Calif. farmers hit by energy costs, water cuts : LUSENET : Grassroots Information Coordination Center (GICC) : One Thread

Calif. farmers hit by energy costs, water cuts Updated 2:35 PM ET April 20, 2001

By Spencer Swartz SAN FRANCISCO, (Reuters) - Soaring energy costs and local drought threaten to cut deep into the bounty of California's huge $27 billion agricultural industry, sending fruit and vegetable prices higher across the country.

"There is a farm crisis in California right now...and higher energy costs and water shortages will only make it much more difficult for farmers to operate," said Bob Krauter, a spokesman for the California Farm Bureau, the state's biggest farm group.

Adding to higher electricity and fuel costs, many farmers here are also struggling with crop surpluses, rising fertilizer and labor costs, and a strong dollar that puts their goods at a competitive disadvantage to imported produce, Krauter said.

Stacking the cards against California's growers is the fact that farmers elsewhere are not stuck with steep power bills, which are forcing farmers here to slash profit margins or risk failing to find a market for their crops.

"Many people wouldn't recognize the situation as a crisis right now because most prices for fruits and vegetables in stores are affordable. Farmers don't have the ability to pass on these energy costs to consumers," Krauter said.

But prices for such California staples as lettuce and tomatoes are set to head higher as supermarkets and produce wholesalers start adding "energy surcharges" to reflect the soaring cost of such industry essentials as refrigeration.

"I think it's kind of inevitable. They could be just small increases depending on supply and demand, but we will see them. Everyone's energy costs are going up," said Pete Carcione of Carcione's, a produce wholesaler in South San Francisco.

Alarmed by skyrocketing energy costs, about 1,000 farmers led a parade of tractors past the state capitol building in Sacramento Monday to highlight their plight.


At the heart of the problem is a tenfold surge in California's wholesale power prices in just 10 months, the result of a disastrous attempt to deregulate the state's electricity industry while demand from the state's 34 million residents overwhelmed what its aging power plants could provide.

The growing imbalance between power demand and supplies has plunged the state into four days or blackouts so far this year -- with more expected this summer -- and unleashed emergency programs to cut demand and raise retail power rates.

The higher rates will hit industrial users especially hard.

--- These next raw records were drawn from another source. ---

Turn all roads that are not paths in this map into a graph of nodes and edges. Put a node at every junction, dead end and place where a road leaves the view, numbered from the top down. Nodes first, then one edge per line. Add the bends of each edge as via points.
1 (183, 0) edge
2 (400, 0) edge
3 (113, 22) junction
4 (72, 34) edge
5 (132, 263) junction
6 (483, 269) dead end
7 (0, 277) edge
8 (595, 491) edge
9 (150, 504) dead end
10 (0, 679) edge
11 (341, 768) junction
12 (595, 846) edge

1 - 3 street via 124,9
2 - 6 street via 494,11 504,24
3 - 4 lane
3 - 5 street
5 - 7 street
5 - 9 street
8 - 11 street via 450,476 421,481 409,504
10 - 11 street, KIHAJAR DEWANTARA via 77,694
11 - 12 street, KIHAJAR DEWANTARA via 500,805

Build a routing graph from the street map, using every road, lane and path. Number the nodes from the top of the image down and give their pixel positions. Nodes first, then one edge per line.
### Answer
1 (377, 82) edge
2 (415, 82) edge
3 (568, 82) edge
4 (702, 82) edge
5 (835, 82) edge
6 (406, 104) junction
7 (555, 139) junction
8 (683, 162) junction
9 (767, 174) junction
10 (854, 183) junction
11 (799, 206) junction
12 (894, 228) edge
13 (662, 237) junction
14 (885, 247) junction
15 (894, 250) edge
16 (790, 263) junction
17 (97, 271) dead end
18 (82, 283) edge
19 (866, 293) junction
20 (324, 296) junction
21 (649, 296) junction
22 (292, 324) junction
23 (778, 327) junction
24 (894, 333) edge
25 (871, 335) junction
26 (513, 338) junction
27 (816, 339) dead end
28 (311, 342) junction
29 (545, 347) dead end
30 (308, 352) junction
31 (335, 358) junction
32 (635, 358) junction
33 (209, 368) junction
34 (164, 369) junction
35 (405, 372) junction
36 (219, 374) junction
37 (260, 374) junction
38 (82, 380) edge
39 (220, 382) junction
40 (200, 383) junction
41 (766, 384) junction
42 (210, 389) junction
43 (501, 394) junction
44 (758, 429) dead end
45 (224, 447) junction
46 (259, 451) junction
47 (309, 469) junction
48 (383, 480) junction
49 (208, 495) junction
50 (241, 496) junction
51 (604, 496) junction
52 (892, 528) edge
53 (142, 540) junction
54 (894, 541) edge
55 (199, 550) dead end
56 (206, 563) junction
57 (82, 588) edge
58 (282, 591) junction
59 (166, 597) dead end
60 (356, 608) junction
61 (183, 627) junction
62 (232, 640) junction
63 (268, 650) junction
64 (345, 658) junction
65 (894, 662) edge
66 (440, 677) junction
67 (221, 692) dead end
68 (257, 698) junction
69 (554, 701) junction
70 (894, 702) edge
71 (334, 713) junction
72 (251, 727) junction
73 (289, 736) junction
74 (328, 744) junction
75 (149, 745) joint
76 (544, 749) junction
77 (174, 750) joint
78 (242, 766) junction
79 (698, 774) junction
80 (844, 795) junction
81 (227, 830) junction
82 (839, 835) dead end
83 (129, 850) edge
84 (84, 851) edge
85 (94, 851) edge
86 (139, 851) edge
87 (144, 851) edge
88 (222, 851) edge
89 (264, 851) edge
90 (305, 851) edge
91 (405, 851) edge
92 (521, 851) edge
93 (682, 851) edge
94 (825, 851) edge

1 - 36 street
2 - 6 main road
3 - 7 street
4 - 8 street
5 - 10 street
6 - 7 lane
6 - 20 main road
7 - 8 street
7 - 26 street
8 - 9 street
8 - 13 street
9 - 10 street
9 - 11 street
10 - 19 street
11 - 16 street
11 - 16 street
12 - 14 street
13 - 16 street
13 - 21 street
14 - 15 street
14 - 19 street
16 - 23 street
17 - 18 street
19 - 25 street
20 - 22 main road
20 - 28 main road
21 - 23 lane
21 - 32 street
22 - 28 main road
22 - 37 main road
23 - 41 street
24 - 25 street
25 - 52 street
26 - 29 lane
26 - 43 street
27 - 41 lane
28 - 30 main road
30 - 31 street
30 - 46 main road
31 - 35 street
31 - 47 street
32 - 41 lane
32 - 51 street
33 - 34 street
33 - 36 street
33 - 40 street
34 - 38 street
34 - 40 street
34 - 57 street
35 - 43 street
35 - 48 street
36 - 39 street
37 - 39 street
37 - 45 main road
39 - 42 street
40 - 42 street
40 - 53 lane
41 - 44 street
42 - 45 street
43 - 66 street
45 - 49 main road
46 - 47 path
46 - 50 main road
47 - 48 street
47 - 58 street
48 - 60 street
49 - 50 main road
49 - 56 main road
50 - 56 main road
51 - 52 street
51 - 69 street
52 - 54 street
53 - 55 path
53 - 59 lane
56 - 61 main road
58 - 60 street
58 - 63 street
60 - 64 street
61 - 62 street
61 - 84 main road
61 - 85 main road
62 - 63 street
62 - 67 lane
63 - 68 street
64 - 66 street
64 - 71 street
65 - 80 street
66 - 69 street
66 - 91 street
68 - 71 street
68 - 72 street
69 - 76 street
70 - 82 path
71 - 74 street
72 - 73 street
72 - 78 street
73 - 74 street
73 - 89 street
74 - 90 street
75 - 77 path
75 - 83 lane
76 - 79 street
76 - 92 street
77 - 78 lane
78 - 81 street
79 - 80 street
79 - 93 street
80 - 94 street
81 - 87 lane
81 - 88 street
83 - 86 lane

Canning companies and produce packers face a doubling of their power bills this year, a move likely to drive smaller companies out of business and larger ones out of state, Jeff Boese, president of the California League of Processors, said.

For California's dairy farmers and its vast wine industry, the chronically tight power supplies could spell economic havoc.

Dairy farmers, whose products require constant refrigeration, face huge losses from spoilage caused by long-lasting or repeated power outages.

For vintners, blackouts can ruin the crucial July-November crushing and fermentation processes, dealing a potentially severe blow to what the California Wine Institute estimates is a $33 billion a year industry.


Meanwhile, a dry winter has left parts of the state begging for water, with state and federal water projects warning they can send only 30 to 40 percent of their usual flow this year to the 40 percent of the state's farmers that rely on them for irrigation.

The shortage has already forced farmers to cut back their acreage for water-intensive produce, like cotton and tomatoes, and estimate overall vegetable acreage in the state will be down 8 percent this year, the California Farm Bureau said.

Analysts said fewer acres under cultivation means less time in the fields for workers and less spending by growers, all of which hurts tax revenues and the economies of the farm towns that dot California's vast Central and Imperial Valleys.

While most farmers have access to underground aquifers, they are reluctant to tap them because of the high cost of electricity needed to pump the water into the fields -- an operation that accounts for a staggering 7 percent of all power used in California.

Despite the cost and slim chances of recovering it in the market, Woolf Farming in Huron, about 30 miles west of Fresno in the heart of the Central Valley, said it expects its pumping bill to more than double from last year to an estimated $2 million for the 2001 growing season.